Problem details:
What you return should be the line containing "I need the junctions" and each line after it to the end of the records, copied exactly.

Collected data:
··········
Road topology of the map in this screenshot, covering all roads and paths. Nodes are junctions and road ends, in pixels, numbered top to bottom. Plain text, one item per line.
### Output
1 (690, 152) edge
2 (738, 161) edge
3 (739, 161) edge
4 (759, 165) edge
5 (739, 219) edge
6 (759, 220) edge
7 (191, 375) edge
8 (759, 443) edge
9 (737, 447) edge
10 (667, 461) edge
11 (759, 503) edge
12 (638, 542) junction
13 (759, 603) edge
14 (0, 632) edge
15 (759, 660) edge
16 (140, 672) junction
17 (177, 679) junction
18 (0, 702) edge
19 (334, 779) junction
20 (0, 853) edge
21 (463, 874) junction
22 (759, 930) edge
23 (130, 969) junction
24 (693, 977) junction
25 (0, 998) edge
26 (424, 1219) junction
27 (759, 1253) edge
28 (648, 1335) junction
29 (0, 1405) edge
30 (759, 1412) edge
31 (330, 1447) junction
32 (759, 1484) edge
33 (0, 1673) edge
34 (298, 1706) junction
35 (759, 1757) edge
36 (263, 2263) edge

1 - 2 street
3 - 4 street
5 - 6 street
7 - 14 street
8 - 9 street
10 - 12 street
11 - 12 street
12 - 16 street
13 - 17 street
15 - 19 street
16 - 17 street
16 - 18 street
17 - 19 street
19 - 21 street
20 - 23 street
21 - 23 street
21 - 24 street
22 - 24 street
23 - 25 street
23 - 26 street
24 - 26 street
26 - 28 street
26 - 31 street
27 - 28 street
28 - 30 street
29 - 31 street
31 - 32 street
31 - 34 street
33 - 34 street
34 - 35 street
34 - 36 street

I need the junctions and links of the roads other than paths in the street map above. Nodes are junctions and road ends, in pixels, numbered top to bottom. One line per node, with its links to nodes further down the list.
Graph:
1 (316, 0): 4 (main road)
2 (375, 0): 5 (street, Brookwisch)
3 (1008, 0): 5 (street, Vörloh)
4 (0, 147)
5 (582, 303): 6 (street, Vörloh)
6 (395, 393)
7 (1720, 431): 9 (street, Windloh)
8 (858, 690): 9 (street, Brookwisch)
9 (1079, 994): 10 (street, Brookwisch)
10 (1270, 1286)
··········
Answer to this problem:
I need the junctions and links of the roads other than paths in the street map above. Nodes are junctions and road ends, in pixels, numbered top to bottom. One line per node, with its links to nodes further down the list.
Graph:
1 (316, 0): 4 (main road)
2 (375, 0): 5 (street, Brookwisch)
3 (1008, 0): 5 (street, Vörloh)
4 (0, 147)
5 (582, 303): 6 (street, Vörloh)
6 (395, 393)
7 (1720, 431): 9 (street, Windloh)
8 (858, 690): 9 (street, Brookwisch)
9 (1079, 994): 10 (street, Brookwisch)
10 (1270, 1286)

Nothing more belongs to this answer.